London-based Diageo is the largest liquor company in the world. (Toby Melville / Reuters, Alfonso Surroca) The battle between Puerto Rico and the Virgin Islands erupted last fall after Congress stuck $192 million in rum tax rebates for the U.S. territories into the $700 billion financial bailout package.

The rum provision was small potatoes but highly symbolic. Opponents of the bailout bill derided the rebate as a subsidy for rum-makers. Liquor industry interests howled that the money went to the territorial governments, not the rum-makers. When Congress passed the bailout, the furor died – but politicking over the obscure rebate program continues.

Afterward, ProPublica examined whether the tax rebate would benefit the rum-makers. We found that the money would go to the territorial governments. But Puerto Rico and the Virgin Islands then would pass along some of the $192 million to rum-makers as marketing subsidies and production incentives.

What’s more, that $192 million was part of a larger pot of rum excise tax money – some $500 million annually – that Congress steers to the territories under the 92-year-old rum "cover over" program.

Rum-makers get a significant chunk of the money.
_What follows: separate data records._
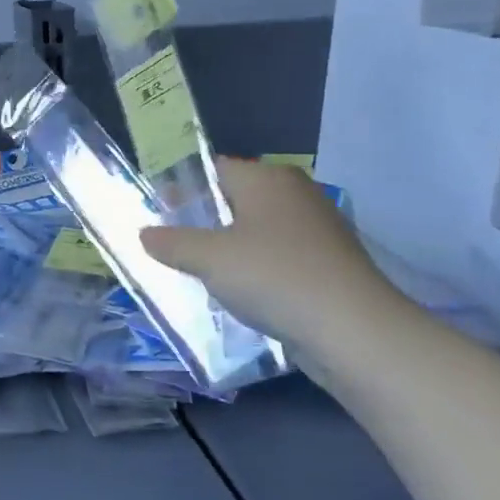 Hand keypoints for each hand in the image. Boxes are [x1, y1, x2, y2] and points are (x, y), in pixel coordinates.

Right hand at [138, 159, 403, 356]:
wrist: (353, 330)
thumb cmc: (273, 277)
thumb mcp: (208, 259)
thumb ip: (171, 243)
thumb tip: (145, 234)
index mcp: (267, 179)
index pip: (213, 168)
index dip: (181, 188)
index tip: (156, 213)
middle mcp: (295, 194)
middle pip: (234, 199)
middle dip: (201, 220)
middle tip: (169, 244)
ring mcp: (316, 229)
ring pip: (255, 230)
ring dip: (226, 247)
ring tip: (196, 271)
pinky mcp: (327, 263)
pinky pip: (276, 256)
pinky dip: (253, 268)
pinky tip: (236, 292)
But our eyes popped wide open when we discovered that shortly before the bailout debate, the Virgin Islands cut a deal with Diageo, the world’s largest purveyor of spirits, including "Captain Morgan" rum.

Under the arrangement, the London-based giant would move its rum production from Puerto Rico to the U.S. Virgin Islands in 2012. In exchange, the Virgin Islands would pass along roughly half of its share of the rum tax rebate to Diageo. The Virgin Islands and Diageo would each get $2 billion in rum tax rebates over 30 years of the agreement – money that neither would receive if Diageo continued to make rum at its Serralles Distillery in Puerto Rico.
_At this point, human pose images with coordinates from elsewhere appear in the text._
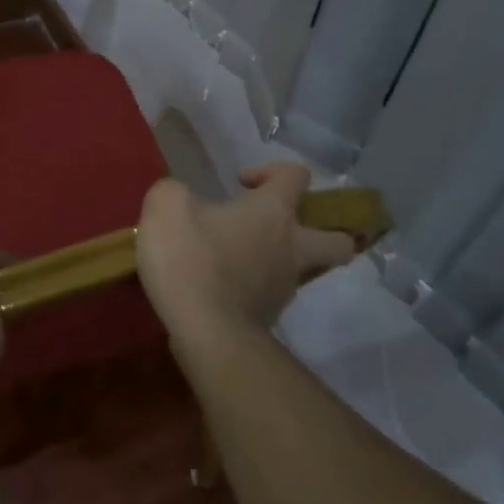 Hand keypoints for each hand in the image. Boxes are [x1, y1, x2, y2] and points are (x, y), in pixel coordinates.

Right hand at [136, 162, 357, 335]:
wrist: (205, 332)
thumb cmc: (191, 259)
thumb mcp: (166, 207)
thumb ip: (174, 191)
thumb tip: (180, 196)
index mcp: (273, 212)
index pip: (296, 176)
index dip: (272, 171)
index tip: (241, 184)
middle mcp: (291, 248)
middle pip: (337, 241)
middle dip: (323, 231)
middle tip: (282, 227)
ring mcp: (284, 288)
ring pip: (302, 270)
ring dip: (280, 260)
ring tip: (238, 258)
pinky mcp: (269, 318)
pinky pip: (271, 295)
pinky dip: (255, 287)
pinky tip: (222, 285)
To Puerto Rico and Serralles, it is an act of piracy. Diageo’s move to the Virgin Islands means that most of Puerto Rico’s share of the excise tax rebate will move, too. Puerto Rico has received $3.5 billion in payments in the past decade. For Serralles, the move means the loss of its biggest customer and, possibly, 400 jobs.

Now, with permits granted, bonds about to be issued and groundbreaking imminent for the $165 million distillery that the Virgin Islands will build on St. Croix for Diageo, each side has fired a legislative salvo in Congress.
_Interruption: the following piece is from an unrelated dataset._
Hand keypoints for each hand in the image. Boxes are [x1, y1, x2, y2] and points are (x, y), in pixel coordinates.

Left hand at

Donna M. Christensen, the Virgin Islands’ delegate in the U.S. House, introduced a bill that would make the full "cover over" payment permanent and do away with the need for congressional votes every year or two. The measure effectively would lock in the $4 billion in rebates that Diageo and the Virgin Islands expect to split.

In a recent news release, Christensen said the rebate money is "for use as its government sees fit, usually in the Virgin Islands, to fund capital improvement projects, and for other general purposes." She made no mention of the deal with Diageo, the producer of Dom Perignon, Smirnoff, Tanqueray, Jose Cuervo and Guinness, among others. The company had revenues of $8 billion in 2008.

Puerto Rico has responded with its own legislation: a bill capping at 10 percent the amount of the rebate that either territory is allowed to share with rum-makers. Puerto Rico’s argument is that the money is intended as an economic boost to the territories, not as a sweetener for one territory to lure away a major employer from the other territory.

"The purpose of the rebate is, and has always been, to help both territories provide for the general well-being of their people and to increase the economic development of the island," Pedro Pierluisi, Puerto Rico’s resident commissioner and representative in Congress, said in unveiling the bill. "The program was not designed to allow a territory to portion out excessive subsidies to rum manufacturers."

Since 1966, Puerto Rico has had a law limiting rum-makers’ cut to 10 percent, said Javier Vazquez Morales, the executive director of the Puerto Rico Industrial Development Company. In practice, he said, Puerto Rico has held the payments to 6 percent.

Pierluisi’s bill could blow up the Diageo agreement with the Virgin Islands and the entire 92-year-old rum rebate program. Christensen warned that it "would call into question a program that has been of financial benefit to both territories."

Both sides realize that the simmering war could bring unwanted attention a program that could be construed by opponents as a massive tax subsidy to a foreign spirits maker, Diageo. That would present a difficult vote for most members of Congress.